Module 6: Decision Making with Excel
- Applications of Financial functions (Amortization table, FV, NPV, IRR, etc.)
- Sensitivity (“What-if”) analysis on models using Data Tables, Goal Seek , Scenarios
- Laying out a model in Excel (Budget Model case study)
- Using Excel to help you make decisions
- Create and manage alternative scenarios
- Make more profit or incur less expense by using Excel Solver to identify the best solution
- Use of External Data tools

COURSE OUTCOMES:
At the end of the course, participants should be able to
1. Apply advanced formulas to lay data in readiness for analysis
2. Use advanced techniques for report visualizations
3. Leverage on various methodologies of summarizing data
4. Understand and apply basic principles of laying out Excel models for decision making

WHAT YOU REQUIRE:
Interested organizations/institutions/individuals are expected to have laptop(s) while attending the workshop and should at least have some background in using Excel.

📊 What is Data Analytics?

Data Analytics is the process of examining large datasets to uncover patterns, correlations, trends, and useful insights. It involves using statistical, computational, and machine learning techniques to analyze data and transform it into actionable insights for business decision-making, problem-solving, or predictions. Data analytics plays a vital role in a wide variety of industries, including finance, healthcare, marketing, and technology.

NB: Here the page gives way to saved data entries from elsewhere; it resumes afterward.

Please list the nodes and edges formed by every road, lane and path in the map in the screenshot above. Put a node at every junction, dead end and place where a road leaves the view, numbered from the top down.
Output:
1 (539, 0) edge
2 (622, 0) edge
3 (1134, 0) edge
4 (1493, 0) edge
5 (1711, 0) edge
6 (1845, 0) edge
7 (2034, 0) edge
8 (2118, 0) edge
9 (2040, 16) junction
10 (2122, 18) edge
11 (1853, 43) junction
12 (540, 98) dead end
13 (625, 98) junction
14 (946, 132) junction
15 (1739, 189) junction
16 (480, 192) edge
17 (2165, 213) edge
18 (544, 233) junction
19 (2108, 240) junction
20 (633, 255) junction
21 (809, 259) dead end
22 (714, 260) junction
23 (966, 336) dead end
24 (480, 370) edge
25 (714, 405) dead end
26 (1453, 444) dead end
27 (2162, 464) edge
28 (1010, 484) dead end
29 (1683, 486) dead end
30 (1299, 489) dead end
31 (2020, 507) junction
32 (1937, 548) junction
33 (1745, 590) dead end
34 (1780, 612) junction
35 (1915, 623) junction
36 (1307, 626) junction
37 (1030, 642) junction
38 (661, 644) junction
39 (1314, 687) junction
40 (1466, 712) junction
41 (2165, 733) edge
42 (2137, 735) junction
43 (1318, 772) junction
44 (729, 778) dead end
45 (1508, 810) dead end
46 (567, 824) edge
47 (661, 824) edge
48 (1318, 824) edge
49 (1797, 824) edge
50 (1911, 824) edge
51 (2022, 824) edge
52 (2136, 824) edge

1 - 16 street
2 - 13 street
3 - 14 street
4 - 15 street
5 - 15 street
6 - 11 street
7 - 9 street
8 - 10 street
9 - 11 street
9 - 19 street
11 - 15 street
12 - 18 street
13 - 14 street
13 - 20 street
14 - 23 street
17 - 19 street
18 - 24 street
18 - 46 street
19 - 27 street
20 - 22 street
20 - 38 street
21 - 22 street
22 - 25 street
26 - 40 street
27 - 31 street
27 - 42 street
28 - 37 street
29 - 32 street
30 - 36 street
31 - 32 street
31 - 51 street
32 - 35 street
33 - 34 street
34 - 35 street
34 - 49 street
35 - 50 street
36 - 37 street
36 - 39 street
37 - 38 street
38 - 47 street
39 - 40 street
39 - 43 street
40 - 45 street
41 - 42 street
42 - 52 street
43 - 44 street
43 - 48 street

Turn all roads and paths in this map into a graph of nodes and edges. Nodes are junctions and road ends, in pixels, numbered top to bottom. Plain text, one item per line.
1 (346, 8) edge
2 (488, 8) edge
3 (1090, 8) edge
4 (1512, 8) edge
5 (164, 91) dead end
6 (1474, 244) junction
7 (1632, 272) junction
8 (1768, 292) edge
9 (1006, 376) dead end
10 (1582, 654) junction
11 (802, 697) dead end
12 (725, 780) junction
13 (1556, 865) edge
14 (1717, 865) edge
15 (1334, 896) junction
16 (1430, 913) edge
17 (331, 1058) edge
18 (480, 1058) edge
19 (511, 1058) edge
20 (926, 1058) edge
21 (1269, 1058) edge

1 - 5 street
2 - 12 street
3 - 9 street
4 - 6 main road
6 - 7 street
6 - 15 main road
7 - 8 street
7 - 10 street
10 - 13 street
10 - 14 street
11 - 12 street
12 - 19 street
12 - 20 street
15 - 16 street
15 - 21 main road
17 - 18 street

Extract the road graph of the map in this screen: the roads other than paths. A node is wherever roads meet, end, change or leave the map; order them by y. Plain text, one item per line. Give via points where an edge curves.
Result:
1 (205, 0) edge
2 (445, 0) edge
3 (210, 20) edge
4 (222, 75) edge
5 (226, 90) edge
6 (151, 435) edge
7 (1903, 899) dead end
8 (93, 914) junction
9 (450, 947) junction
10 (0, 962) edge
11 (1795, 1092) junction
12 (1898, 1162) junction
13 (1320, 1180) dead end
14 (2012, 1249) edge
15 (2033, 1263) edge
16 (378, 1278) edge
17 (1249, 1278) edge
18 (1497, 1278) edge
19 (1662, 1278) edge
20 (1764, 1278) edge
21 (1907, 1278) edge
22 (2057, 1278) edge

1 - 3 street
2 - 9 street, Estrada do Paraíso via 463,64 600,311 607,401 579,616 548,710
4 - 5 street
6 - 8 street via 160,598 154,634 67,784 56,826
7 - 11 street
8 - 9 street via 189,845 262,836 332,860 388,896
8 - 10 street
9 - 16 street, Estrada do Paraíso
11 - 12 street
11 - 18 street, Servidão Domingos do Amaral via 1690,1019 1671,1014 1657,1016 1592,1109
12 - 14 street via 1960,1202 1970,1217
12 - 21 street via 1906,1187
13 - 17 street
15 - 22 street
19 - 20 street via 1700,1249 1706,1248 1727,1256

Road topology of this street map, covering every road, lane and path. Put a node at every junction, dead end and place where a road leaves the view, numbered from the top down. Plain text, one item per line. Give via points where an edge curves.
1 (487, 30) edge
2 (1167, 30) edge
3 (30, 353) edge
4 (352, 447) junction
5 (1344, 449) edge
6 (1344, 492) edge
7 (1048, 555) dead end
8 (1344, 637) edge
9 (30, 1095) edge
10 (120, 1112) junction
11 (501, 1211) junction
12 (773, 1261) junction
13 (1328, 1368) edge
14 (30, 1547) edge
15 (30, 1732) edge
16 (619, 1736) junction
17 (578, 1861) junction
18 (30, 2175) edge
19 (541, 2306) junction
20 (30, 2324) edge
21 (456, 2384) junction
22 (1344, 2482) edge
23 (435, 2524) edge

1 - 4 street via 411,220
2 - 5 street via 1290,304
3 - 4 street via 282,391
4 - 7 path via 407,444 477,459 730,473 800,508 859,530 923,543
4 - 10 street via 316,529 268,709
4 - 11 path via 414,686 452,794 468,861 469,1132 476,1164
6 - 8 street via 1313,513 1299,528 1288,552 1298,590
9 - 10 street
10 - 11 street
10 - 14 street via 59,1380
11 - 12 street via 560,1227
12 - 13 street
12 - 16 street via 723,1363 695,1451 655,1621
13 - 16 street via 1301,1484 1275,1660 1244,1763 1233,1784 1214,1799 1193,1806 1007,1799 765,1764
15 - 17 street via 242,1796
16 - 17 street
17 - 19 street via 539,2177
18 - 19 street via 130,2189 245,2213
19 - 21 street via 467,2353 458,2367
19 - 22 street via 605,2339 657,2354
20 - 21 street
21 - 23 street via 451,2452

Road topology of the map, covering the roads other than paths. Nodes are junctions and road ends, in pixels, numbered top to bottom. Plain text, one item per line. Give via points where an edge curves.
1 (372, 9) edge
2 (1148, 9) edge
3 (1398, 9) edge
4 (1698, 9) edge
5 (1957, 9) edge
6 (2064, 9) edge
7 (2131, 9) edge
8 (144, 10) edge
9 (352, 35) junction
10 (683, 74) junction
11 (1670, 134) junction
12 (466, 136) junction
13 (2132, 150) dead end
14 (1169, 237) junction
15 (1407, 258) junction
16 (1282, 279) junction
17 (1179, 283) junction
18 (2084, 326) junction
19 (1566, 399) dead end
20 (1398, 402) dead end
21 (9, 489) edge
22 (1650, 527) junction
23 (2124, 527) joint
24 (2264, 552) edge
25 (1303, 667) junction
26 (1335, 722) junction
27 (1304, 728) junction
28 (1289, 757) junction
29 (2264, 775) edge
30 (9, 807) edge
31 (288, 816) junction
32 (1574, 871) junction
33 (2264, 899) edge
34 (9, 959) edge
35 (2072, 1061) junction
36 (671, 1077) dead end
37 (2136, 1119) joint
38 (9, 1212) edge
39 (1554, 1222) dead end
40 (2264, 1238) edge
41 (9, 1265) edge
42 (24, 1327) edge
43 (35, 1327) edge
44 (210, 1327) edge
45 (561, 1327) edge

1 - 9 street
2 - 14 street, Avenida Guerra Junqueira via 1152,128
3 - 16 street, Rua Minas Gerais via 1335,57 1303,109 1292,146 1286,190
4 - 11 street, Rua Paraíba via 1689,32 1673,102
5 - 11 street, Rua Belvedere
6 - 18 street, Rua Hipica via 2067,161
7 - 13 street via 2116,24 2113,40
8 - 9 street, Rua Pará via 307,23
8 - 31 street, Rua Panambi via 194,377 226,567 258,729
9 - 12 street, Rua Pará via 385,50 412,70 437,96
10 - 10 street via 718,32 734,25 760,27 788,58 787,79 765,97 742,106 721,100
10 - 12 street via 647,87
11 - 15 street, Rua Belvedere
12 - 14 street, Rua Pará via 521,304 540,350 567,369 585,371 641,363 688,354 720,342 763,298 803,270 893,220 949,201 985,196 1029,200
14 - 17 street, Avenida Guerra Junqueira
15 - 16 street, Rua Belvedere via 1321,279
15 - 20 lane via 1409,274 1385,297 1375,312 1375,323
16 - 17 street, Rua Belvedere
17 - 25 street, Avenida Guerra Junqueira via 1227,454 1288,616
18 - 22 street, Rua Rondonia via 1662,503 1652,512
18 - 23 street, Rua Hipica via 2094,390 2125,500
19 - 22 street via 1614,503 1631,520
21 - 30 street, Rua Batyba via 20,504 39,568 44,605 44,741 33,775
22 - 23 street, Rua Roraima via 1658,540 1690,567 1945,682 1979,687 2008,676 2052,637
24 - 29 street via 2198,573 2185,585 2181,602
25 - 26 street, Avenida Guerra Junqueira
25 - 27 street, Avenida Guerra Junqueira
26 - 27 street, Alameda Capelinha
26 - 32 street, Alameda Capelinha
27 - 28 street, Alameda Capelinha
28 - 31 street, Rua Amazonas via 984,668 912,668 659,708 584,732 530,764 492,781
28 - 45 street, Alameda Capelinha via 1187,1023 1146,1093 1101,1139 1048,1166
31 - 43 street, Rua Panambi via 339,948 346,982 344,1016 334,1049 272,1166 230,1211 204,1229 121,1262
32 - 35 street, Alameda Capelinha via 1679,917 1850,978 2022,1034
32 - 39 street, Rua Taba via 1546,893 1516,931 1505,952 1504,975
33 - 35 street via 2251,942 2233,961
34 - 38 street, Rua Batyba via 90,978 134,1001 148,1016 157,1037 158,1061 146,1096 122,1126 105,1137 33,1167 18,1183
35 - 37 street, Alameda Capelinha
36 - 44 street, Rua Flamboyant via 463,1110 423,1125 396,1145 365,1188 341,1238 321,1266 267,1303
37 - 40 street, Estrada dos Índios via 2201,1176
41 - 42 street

🛠️ Types of Data Analytics:

  1. Descriptive Analytics:

    • Purpose: To describe and summarize the characteristics of a dataset.
    • Example: Reporting on sales performance over the last quarter.
    • Techniques Used: Data aggregation, summarization, and basic statistics (mean, median, mode, standard deviation).
  2. Diagnostic Analytics:

    • Purpose: To understand the causes behind past trends or behaviors.
    • Example: Investigating why sales dropped last month.
    • Techniques Used: Root cause analysis, correlation analysis, and data exploration.
  3. Predictive Analytics:

    • Purpose: To predict future trends and outcomes based on historical data.
    • Example: Forecasting next month’s sales based on past data.
    • Techniques Used: Machine learning models (e.g., regression, time-series forecasting), statistical modeling, and decision trees.
  4. Prescriptive Analytics:

    • Purpose: To recommend actions that can optimize outcomes or solve problems.
    • Example: Recommending marketing strategies to boost customer engagement.
    • Techniques Used: Optimization algorithms, simulations, decision models.
  5. Cognitive Analytics:

    • Purpose: To use AI-driven insights that mimic human decision-making.
    • Example: Using AI to recognize customer sentiment from text data (e.g., social media).
    • Techniques Used: Natural Language Processing (NLP), deep learning, and AI algorithms.

💡 Key Steps in Data Analytics Process:

  1. Data Collection:
    Gather data from various sources like databases, APIs, spreadsheets, or sensors.

  2. Data Cleaning:
    Handle missing data, remove duplicates, and correct errors to ensure the data is accurate and usable.

  3. Data Exploration:
    Analyze and visualize the data to understand its structure, relationships, and distributions.

  4. Data Analysis:
    Apply statistical methods, machine learning, or business intelligence tools to extract meaningful patterns.

  5. Data Interpretation:
    Interpret the results in the context of the problem or business question being addressed.

  6. Reporting & Visualization:
    Create reports and visualizations (charts, dashboards) to communicate insights to stakeholders.